WHAT YOU HAVE TO DO: Look through the records, and wherever the string "Aquadale" turns up, copy out that line.

START PROVIDED RECORDS

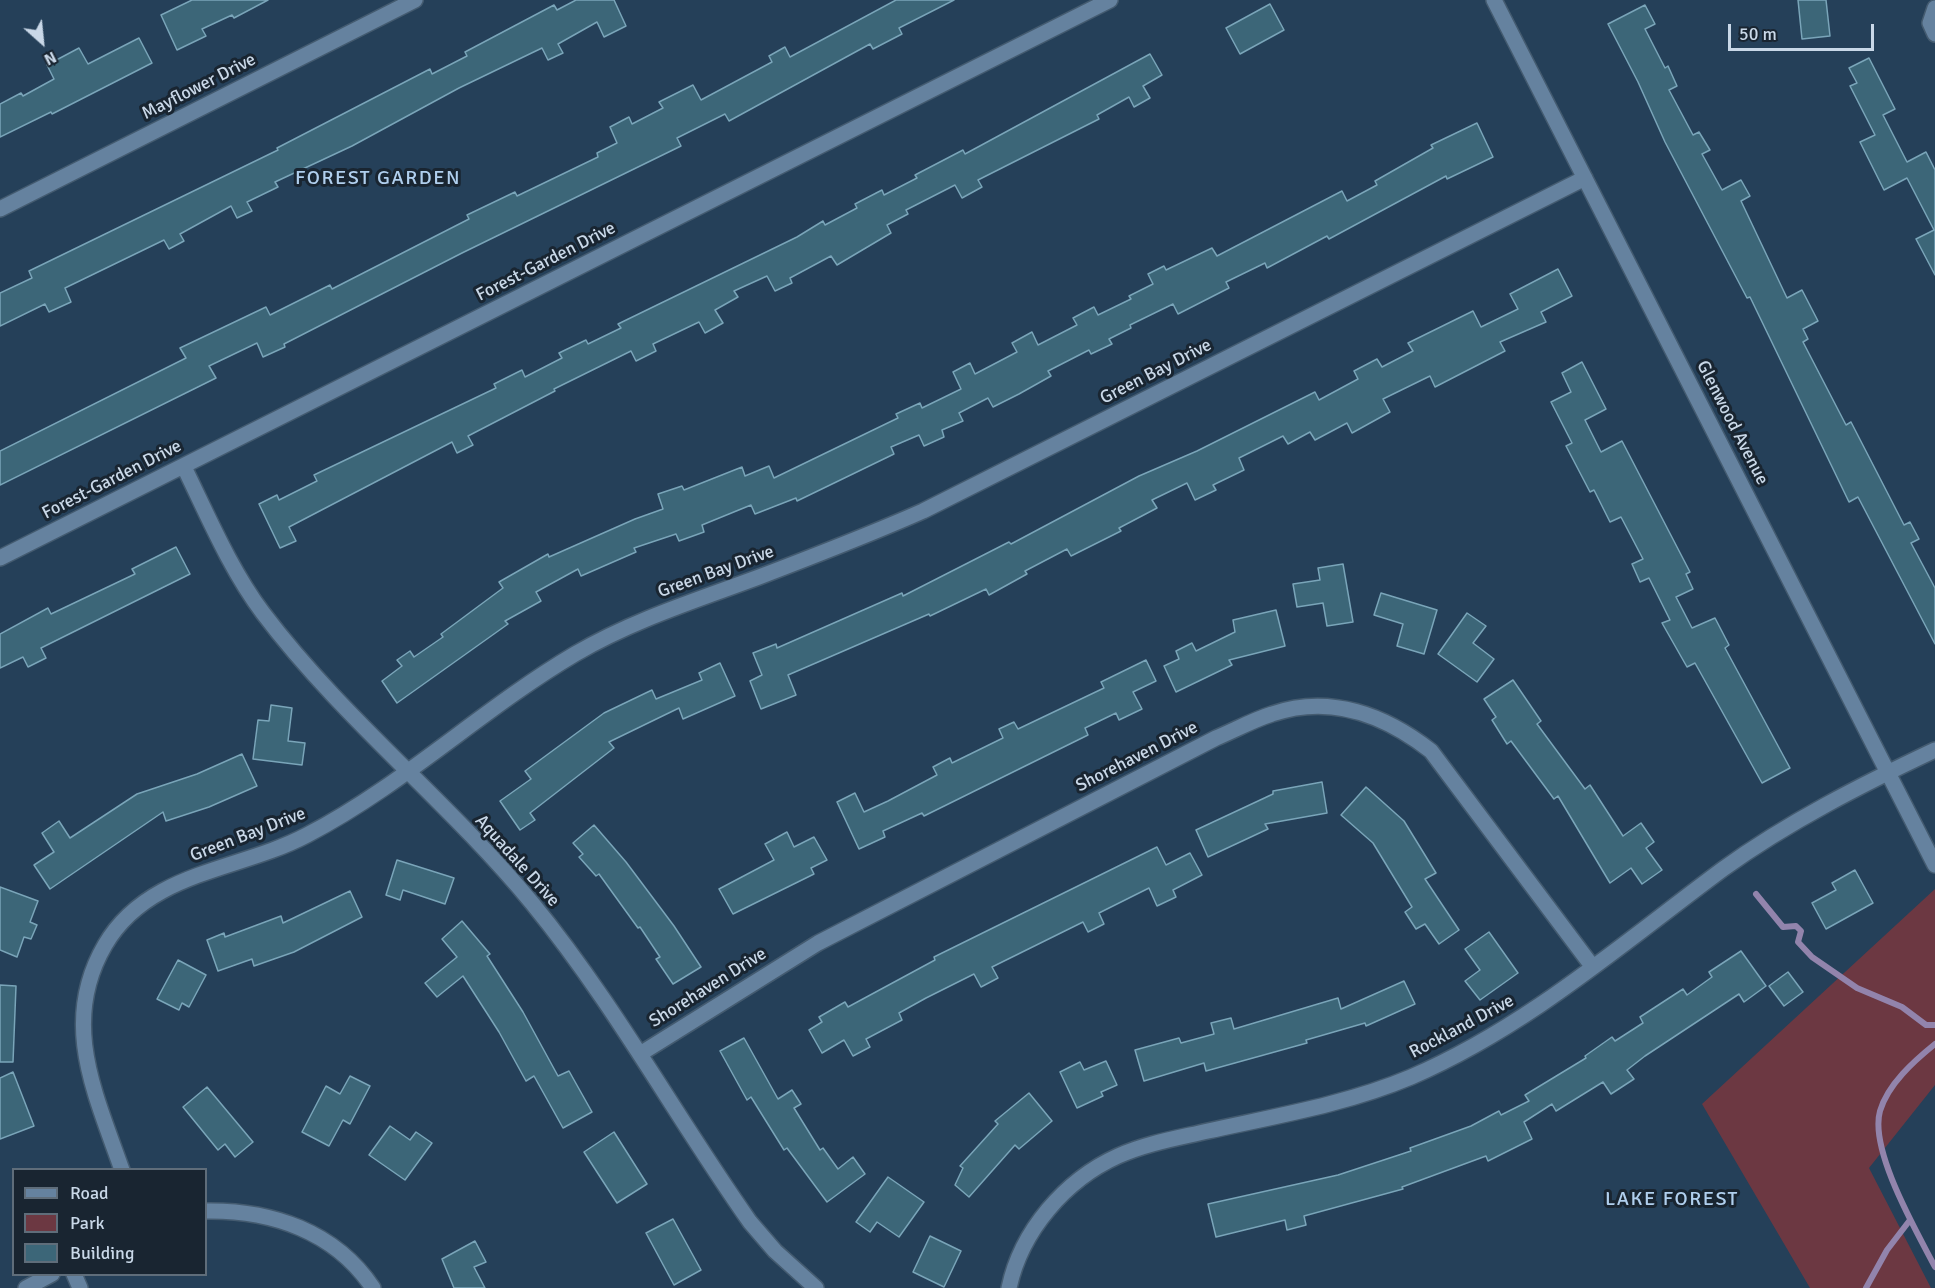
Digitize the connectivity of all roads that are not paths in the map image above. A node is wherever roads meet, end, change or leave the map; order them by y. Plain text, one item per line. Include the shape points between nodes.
1 (415, 0) edge
2 (1110, 0) edge
3 (1494, 0) edge
4 (1086, 6) edge
5 (1935, 8) edge
6 (1935, 34) edge
7 (1585, 178) junction
8 (0, 209) edge
9 (184, 467) junction
10 (0, 558) edge
11 (1935, 750) edge
12 (407, 772) junction
13 (1888, 773) junction
14 (1935, 865) edge
15 (1592, 966) junction
16 (640, 1054) junction
17 (121, 1168) edge
18 (207, 1211) edge
19 (50, 1276) edge
20 (26, 1288) edge
21 (373, 1288) edge
22 (816, 1288) edge
23 (1009, 1288) edge

1 - 8 street, Mayflower Drive
2 - 4 street, Forest-Garden Drive
3 - 7 street, Glenwood Avenue
4 - 9 street, Forest-Garden Drive
5 - 6 street via 1930,23
7 - 12 street, Green Bay Drive via 923,511 835,549 664,611 605,638 540,676
7 - 13 street, Glenwood Avenue
9 - 10 street, Forest-Garden Drive
9 - 12 street, Aquadale Drive via 238,576 263,612 320,682
11 - 13 street, Rockland Drive
12 - 16 street, Aquadale Drive via 530,901 568,948
12 - 17 street, Green Bay Drive via 350,812 304,837 162,890 117,927 93,968 82,1019 86,1060
13 - 14 street, Glenwood Avenue
13 - 15 street, Rockland Drive via 1759,845
15 - 16 street, Shorehaven Drive via 1431,751 1406,732 1359,711 1341,707 1293,709 1216,738 818,943
15 - 23 street, Rockland Drive via 1521,1018 1466,1051 1411,1077 1325,1105 1149,1144 1092,1170 1055,1202 1026,1243
16 - 22 street, Aquadale Drive via 750,1222
18 - 21 street via 232,1210 271,1217 308,1230 352,1263
19 - 20 street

END PROVIDED RECORDS

SOLUTION FOR THIS TASK:
9 - 12 street, Aquadale Drive via 238,576 263,612 320,682
12 - 16 street, Aquadale Drive via 530,901 568,948
16 - 22 street, Aquadale Drive via 750,1222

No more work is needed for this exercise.